Fragestellung Derzeit werden für die klinische Knorpelregeneration artikuläre Chondrozyten (AC) verwendet, obwohl für ihre Entnahme gesundes Knorpelgewebe verletzt wird. Induzierte pluripotente Stammzellen (iPSC) sind unlimitiert und nicht-invasiv verfügbar, aber ihre In-vitro-Differenzierung zu AC ist bislang nicht gelungen. Bisherige Studien resultierten in Chondrozyten, die analog zur Wachstumsfuge hypertroph degenerierten, was mit unerwünschter Mineralisierung assoziiert war. Ziel war, durch optimierte Differenzierungsführung einen nicht-hypertrophen AC-Phänotyp zu erreichen und Knorpelersatzgewebe zu produzieren, das nicht mineralisiert.

Methodik Zwei humane iPSC-Linien wurden mesenchymal vordifferenziert und dann in 3D-Pelletkultur chondrogen differenziert. Getestet wurden Substrate (Matrigel, Gelatine), Wachstumsfaktoren (TGFβ, BMP4, BMP6) und Methoden zur Anreicherung kondensationsfähiger Zellen. Beurteilungskriterien waren Kollagen-II- und Proteoglykanablagerung, Expression von Knorpel- (COL2A1, ACAN) und Hypertrophiemarkern (PTH1R, IHH, IBSP, IHH, BMP7), Kollagen-X-Ablagerung und ALP-Aktivität.

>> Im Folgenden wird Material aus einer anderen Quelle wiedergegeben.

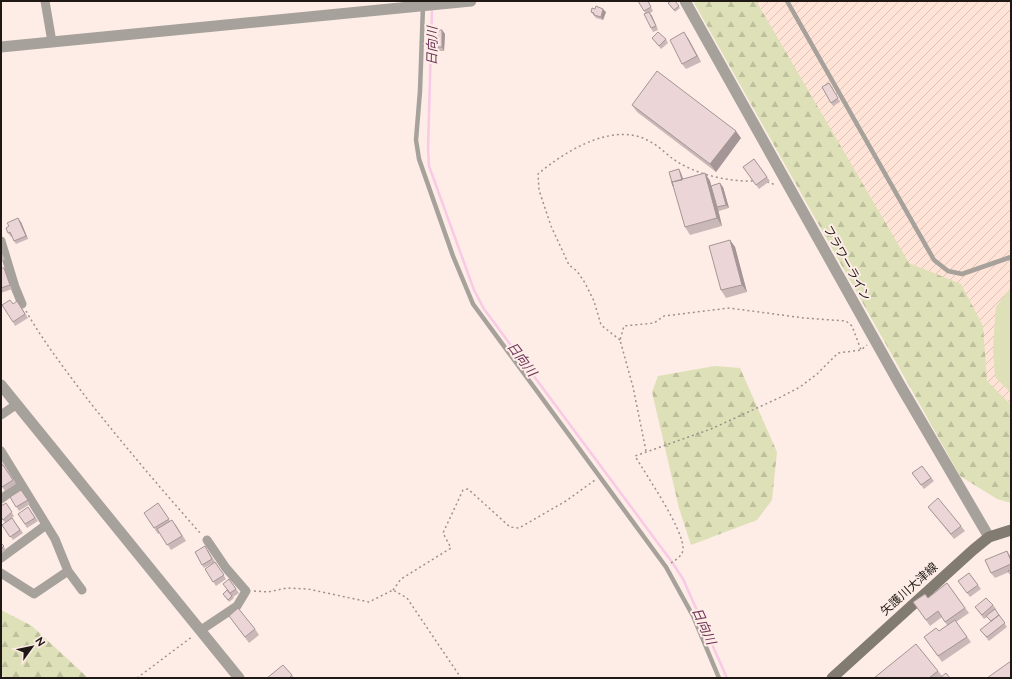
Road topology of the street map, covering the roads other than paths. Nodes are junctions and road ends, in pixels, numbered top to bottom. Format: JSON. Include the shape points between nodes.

Mineralisierung wurde in anschließender 8-wöchiger Kultur mit Mineralisierungsmedium getestet. Neben AC dienten mesenchymale Stromazellen (MSC) als Kontrollen, welche unter diesen Bedingungen hypertrophen Knorpel bilden.

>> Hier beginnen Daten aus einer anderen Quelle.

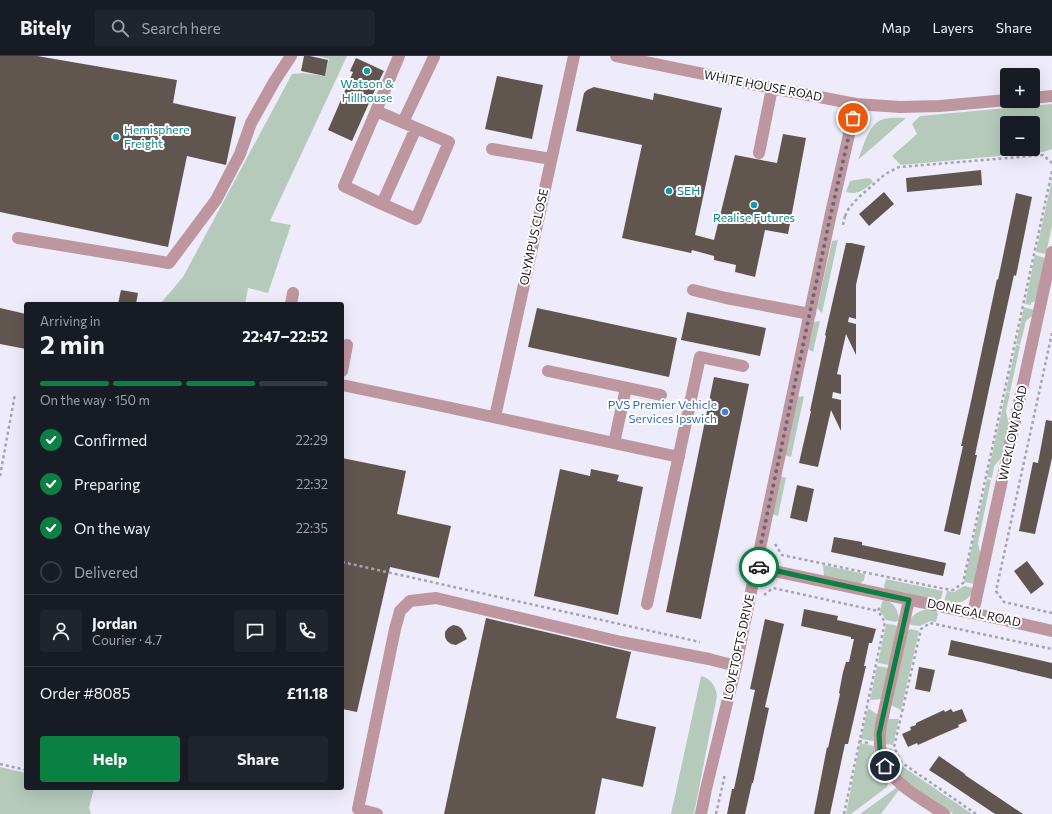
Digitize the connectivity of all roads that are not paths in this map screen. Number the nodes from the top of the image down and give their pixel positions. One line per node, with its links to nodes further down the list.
1 (291, 56): 18 (street)
2 (399, 56): 11 (street)
3 (574, 56): 16 (street, OLYMPUS CLOSE)
4 (434, 57): 12 (street)
5 (624, 57): 6 (street, WHITE HOUSE ROAD)
6 (772, 88): 10 (street, WHITE HOUSE ROAD); 15 (street)
7 (1052, 96): 8 (street)
8 (1040, 97)
9 (1000, 101): 10 (street, WHITE HOUSE ROAD)
10 (856, 104): 22 (street, LOVETOFTS DRIVE)
11 (376, 111): 12 (street); 17 (street)
12 (403, 122): 13 (street)
13 (416, 128): 17 (street); 17 (street)
14 (492, 149): 16 (street)
15 (759, 153)
16 (551, 159): 30 (street, OLYMPUS CLOSE)
17 (382, 204)
18 (18, 238)
19 (1052, 252): 20 (street, WICKLOW ROAD)
20 (1049, 284): 36 (street, WICKLOW ROAD)
21 (693, 290): 22 (street)
22 (810, 314): 33 (street, LOVETOFTS DRIVE)
23 (347, 345): 24 (street)
24 (344, 360)
25 (743, 366): 32 (street)
26 (548, 371): 28 (street)
27 (344, 385): 30 (street)
28 (626, 388): 29 (street); 31 (street)
29 (661, 395)
30 (495, 417): 31 (street)
31 (614, 443): 32 (street)
32 (679, 456): 35 (street)
33 (756, 567): 34 (street, DONEGAL ROAD); 38 (street, LOVETOFTS DRIVE)
34 (909, 600): 36 (street, DONEGAL ROAD); 41 (street)
35 (647, 604)
36 (974, 613): 37 (street, DONEGAL ROAD)
37 (1052, 631)
38 (736, 666): 39 (street); 40 (street, LOVETOFTS DRIVE)
39 (377, 814)
40 (701, 814)
41 (944, 814)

Ergebnisse und Schlussfolgerung Vordifferenzierung von iPSC mit FGF/Serum auf Matrigel (bis Tag 7), dann Gelatine, gefolgt von Chondrogenese mit TGFβ (Abb) unter Anreicherung kondensierender Zellen und Selektion früher Kulturen mittels eines COL2A1-Schwellenwerts führte reproduzierbar zu Chondrozyten, die pro Zelle doppelt so viel Proteoglykan ablagerten wie AC. COL10A1, PTH1R, IBSP, ALPL und Kollagen X blieben so niedrig wie in AC und signifikant geringer als in MSC-Chondrozyten. Auch die ALP-Aktivität blieb im Gegensatz zum bekannten Anstieg bei der MSC-Chondrogenese bei der iPSC-Differenzierung auf AC-Niveau. Im Einklang damit mineralisierte iPSC-Knorpel kaum, MSC-Knorpel jedoch signifikant stärker. Geringe IHH-Expression bei steigendem BMP7-Spiegel legten nahe, dass die Phänotypstabilität von iPSC-Knorpel durch ausbleibende Hedgehog-Aktivierung bedingt ist.

Zoom Image

Somit ermöglichten Vordifferenzierung und Selektion erstmalig eine erfolgreiche iPSC-Chondrogenese ohne BMP-Anwendung, wodurch nicht-hypertrophe Chondrozyten mit hoher Proteoglykanablagerung entstanden, die juvenilen AC ähnelten. Dies eröffnet neue Zellquellen für Knorpelersatzgewebe zum Studium genetischer Krankheitsmodelle, pharmakologischer Medikamententests, humaner Knorpelentwicklungsmodelle und für klinische Knorpeltherapien, für die nun hoch-aktive artikuläre Chondrozyten nicht-invasiv aus unbegrenzter Zellquelle verfügbar sind.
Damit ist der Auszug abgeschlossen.